Schlumps and schleppers

mono-zoo_19-138010When it comes to insults, few languages can compete with Yiddish.

In this wonderfully evocative language, even something as simple as the English equivalent ‘fool’ can be said to be a shmutte, a schlump, a nar, a tam, a tipesh, a bulvan, a shoyte, a peysi, a kuni lemel, a lekish, or even a shmenge.

Not content with these, however, the language can get ever more specific. While we’d be content at labelling somebody a fool and getting on with our lives, Yiddish has a word for every type of fool under the sun. If you find yourself being called a schlepper, a shmugeggeshnorrer, a paskudnik, a pisher, a yold or a no-goodnik; you’re simply being labelled a loser. A klutz is a clumsy, oafish bungler and a lekish ber schlemiel is a fool without luck. A fool who is not just stupid but also inept is a schlimazel, and a farshpiler is one who has lost all his money gambling. The saddest of all is perhaps the nisrof, the ‘burnt-out fool’.
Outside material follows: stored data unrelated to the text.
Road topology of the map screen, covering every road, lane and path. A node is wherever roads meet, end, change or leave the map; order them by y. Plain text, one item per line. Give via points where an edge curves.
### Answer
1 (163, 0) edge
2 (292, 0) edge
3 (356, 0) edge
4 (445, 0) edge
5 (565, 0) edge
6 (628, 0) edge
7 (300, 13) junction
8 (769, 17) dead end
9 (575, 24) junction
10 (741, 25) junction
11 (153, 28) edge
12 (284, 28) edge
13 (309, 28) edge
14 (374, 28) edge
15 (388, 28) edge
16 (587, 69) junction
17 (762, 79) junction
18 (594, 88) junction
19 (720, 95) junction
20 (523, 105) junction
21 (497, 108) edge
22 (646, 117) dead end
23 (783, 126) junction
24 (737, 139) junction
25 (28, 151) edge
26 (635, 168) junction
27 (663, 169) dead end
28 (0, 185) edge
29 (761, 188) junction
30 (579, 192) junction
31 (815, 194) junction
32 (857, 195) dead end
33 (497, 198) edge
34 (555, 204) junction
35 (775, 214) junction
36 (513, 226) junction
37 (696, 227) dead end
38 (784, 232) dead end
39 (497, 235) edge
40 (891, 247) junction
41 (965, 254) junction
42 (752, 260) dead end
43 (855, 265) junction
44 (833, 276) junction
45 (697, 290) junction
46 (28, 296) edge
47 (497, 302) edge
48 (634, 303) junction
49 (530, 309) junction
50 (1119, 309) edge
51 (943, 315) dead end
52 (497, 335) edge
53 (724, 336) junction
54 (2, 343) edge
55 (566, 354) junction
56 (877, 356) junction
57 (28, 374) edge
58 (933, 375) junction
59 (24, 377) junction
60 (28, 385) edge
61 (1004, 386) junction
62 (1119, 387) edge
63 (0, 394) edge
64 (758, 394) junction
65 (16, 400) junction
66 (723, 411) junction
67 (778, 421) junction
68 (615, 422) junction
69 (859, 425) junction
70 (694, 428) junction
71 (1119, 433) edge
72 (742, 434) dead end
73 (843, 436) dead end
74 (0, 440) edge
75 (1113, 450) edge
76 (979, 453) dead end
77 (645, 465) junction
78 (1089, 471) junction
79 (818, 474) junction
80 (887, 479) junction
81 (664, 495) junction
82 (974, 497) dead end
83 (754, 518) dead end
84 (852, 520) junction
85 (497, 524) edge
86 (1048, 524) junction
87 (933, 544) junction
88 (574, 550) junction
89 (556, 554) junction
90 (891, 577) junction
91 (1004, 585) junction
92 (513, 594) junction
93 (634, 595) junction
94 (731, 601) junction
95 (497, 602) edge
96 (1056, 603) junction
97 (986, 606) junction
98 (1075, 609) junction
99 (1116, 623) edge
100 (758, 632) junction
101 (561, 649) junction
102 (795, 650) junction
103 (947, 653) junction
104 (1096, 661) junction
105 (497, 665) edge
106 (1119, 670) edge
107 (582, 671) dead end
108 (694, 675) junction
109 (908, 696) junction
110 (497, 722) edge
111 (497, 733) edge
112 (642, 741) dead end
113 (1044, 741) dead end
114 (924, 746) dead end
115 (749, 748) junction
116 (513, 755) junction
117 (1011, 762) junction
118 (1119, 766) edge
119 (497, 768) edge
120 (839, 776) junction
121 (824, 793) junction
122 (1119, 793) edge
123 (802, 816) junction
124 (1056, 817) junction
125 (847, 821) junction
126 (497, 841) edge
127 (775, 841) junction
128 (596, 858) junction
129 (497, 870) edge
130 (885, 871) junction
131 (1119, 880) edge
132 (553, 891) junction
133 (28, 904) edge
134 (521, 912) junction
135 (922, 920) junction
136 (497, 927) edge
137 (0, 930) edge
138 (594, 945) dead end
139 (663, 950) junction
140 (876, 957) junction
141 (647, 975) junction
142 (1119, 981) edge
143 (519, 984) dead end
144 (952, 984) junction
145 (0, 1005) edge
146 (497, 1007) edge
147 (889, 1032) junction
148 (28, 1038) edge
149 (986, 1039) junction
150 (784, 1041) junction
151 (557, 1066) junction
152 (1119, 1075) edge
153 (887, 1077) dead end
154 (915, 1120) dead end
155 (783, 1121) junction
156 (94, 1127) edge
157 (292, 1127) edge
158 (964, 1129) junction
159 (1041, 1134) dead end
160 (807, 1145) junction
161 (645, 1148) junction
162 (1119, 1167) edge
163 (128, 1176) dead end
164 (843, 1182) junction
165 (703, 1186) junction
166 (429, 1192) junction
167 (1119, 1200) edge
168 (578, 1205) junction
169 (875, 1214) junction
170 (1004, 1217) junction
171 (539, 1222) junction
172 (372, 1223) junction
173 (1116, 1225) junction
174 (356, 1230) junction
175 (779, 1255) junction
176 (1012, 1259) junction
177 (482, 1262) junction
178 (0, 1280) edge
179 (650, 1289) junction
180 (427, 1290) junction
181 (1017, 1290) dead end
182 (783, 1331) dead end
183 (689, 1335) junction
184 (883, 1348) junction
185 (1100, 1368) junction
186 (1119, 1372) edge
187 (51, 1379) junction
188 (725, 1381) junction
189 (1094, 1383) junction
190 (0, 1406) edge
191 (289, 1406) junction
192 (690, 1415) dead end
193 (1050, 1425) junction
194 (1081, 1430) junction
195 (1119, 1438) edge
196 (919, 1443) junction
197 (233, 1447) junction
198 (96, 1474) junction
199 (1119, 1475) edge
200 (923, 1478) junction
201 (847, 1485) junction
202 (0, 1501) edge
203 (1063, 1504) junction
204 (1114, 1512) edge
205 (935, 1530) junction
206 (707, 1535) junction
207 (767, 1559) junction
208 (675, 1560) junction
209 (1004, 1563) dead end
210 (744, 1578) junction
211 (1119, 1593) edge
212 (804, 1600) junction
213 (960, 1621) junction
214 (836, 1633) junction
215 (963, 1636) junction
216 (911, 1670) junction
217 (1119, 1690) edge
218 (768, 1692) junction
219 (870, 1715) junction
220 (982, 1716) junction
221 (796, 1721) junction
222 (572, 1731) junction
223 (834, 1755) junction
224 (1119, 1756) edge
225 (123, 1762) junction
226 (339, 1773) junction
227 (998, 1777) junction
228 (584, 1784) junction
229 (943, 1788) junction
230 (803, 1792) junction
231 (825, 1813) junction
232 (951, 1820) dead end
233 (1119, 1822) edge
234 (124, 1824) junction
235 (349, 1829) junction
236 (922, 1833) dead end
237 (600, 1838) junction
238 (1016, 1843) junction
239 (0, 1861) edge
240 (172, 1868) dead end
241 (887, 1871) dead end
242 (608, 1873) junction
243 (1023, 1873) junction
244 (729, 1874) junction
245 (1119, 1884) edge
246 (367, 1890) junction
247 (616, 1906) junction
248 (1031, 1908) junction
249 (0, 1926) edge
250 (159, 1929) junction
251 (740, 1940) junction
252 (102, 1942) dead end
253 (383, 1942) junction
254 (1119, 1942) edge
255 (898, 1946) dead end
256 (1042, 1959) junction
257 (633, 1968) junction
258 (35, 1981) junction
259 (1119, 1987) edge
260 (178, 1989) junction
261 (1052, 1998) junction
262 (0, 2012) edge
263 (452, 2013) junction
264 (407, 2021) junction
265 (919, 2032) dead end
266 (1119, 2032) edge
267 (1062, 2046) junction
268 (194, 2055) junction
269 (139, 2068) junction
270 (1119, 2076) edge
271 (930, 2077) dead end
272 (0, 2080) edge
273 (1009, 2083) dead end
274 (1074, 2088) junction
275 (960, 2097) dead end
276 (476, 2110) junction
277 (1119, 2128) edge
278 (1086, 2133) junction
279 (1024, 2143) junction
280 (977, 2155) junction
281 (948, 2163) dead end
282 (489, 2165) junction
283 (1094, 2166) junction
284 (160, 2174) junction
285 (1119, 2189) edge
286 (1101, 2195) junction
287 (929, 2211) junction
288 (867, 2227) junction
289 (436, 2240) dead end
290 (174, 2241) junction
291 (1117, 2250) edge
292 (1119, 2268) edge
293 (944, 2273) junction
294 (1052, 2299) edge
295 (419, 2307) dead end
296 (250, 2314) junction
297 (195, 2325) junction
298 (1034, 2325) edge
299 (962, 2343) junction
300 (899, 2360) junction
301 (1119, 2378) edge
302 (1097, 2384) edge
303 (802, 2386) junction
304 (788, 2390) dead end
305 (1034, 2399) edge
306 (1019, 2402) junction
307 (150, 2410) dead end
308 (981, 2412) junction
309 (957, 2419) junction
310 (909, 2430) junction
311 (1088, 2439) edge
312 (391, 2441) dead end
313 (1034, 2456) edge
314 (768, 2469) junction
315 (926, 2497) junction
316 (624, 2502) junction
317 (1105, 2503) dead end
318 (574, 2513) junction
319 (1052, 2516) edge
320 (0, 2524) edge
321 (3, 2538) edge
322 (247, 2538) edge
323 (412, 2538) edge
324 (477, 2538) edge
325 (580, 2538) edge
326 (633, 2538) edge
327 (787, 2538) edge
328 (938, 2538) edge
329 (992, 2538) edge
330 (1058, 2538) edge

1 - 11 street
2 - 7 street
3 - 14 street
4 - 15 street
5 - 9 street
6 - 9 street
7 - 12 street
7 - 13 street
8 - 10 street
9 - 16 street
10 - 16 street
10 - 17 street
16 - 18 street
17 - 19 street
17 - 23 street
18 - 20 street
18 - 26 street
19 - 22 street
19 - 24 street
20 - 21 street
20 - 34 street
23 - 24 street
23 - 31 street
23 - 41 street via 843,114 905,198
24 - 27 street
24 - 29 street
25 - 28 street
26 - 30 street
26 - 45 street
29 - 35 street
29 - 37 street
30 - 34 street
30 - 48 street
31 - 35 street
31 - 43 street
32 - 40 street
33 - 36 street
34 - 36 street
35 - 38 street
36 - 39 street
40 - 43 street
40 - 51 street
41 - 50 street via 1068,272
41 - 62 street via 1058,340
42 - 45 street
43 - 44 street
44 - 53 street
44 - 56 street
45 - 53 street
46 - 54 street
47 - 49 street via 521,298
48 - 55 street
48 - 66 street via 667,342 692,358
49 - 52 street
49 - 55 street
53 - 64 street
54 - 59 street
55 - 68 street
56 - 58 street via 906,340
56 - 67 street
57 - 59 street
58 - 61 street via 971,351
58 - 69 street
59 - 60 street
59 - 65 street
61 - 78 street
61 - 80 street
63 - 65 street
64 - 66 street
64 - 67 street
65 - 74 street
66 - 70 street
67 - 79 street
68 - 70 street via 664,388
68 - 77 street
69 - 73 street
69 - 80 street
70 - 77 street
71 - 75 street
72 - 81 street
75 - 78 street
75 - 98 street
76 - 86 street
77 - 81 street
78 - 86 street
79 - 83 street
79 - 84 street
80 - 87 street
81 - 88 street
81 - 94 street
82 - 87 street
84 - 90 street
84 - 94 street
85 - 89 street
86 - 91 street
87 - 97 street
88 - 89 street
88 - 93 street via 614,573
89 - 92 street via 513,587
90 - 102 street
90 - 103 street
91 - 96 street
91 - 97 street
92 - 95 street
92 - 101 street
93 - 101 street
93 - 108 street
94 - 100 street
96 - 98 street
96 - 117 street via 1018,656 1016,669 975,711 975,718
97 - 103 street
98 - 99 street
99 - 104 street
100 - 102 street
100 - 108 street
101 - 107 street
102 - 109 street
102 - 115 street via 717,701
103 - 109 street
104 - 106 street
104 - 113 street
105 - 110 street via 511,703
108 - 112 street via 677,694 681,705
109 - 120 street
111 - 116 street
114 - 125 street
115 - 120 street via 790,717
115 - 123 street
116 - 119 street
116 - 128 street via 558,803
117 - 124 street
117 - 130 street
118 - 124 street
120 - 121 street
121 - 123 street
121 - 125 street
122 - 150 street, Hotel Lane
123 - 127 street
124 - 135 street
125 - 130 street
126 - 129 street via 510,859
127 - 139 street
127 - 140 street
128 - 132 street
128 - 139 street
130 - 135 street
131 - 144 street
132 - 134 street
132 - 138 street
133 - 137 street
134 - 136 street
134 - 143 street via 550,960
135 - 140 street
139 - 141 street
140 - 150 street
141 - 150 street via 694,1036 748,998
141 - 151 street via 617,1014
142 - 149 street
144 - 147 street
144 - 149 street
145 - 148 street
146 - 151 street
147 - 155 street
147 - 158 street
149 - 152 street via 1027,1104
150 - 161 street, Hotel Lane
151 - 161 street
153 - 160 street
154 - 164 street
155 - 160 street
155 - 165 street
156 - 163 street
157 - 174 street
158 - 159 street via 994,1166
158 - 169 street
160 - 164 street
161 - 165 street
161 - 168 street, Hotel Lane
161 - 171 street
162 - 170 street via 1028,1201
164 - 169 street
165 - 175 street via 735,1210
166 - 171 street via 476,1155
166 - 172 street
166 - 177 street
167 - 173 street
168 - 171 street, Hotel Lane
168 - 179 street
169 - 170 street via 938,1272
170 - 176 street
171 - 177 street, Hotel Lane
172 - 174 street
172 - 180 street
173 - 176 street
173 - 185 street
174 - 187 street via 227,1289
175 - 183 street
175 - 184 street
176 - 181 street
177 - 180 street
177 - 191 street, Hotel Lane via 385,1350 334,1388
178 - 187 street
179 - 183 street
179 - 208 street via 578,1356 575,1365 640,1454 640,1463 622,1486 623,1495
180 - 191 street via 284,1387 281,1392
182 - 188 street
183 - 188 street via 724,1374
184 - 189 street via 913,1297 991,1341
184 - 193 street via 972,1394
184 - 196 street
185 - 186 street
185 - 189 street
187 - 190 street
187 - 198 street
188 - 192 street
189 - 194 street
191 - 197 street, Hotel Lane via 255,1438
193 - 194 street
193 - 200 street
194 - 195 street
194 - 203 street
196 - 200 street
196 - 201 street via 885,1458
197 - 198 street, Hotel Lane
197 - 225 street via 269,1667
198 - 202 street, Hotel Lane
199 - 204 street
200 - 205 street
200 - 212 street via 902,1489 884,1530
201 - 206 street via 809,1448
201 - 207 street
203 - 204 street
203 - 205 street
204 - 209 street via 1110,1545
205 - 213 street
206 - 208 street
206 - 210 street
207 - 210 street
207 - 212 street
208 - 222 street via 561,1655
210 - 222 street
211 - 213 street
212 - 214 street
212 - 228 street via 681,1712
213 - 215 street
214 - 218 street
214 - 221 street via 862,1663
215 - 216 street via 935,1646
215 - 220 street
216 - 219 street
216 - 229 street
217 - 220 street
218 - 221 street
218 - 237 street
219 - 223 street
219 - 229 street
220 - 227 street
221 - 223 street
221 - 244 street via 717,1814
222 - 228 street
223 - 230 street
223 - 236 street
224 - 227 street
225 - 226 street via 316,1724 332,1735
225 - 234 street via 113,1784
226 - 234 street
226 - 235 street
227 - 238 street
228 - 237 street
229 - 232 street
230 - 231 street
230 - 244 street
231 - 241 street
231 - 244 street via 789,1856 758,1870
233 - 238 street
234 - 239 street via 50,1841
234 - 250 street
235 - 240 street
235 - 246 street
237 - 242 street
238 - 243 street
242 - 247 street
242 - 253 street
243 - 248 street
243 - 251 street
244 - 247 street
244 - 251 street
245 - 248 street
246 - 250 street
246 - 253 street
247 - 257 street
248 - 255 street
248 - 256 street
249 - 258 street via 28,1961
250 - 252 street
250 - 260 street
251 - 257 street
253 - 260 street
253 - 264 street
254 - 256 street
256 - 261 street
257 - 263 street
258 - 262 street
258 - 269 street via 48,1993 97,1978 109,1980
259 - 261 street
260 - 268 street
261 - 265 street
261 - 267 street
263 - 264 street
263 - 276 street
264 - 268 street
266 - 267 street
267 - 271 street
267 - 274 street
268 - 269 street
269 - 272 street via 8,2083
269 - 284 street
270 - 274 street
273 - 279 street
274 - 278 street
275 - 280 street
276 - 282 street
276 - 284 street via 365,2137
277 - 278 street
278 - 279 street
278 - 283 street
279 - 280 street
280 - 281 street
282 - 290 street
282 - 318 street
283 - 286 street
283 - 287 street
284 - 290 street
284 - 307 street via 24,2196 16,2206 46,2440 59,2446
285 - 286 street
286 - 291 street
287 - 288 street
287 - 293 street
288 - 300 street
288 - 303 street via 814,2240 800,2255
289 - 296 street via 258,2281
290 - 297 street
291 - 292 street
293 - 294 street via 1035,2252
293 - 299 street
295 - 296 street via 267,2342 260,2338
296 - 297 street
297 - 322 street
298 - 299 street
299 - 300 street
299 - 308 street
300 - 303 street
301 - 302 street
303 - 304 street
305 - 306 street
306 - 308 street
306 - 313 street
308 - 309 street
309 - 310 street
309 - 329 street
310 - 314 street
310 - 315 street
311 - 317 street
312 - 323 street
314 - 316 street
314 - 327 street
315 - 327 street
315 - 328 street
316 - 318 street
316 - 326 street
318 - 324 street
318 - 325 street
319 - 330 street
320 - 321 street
Other useful (and similarly wonderful-sounding) insults in Yiddish include:

Nebbish: a nobody
Nudnick: a boring person who doesn’t shut up
Putz: a simpleton
Shlub: a clumsy and ill-mannered person
Shmegegge: a foolish, sycophantic person (cf. ‘suck-up’)
Shmendrick: a timid person who might as well not be there
Shnook: a pleasant but gullible person

Got any more?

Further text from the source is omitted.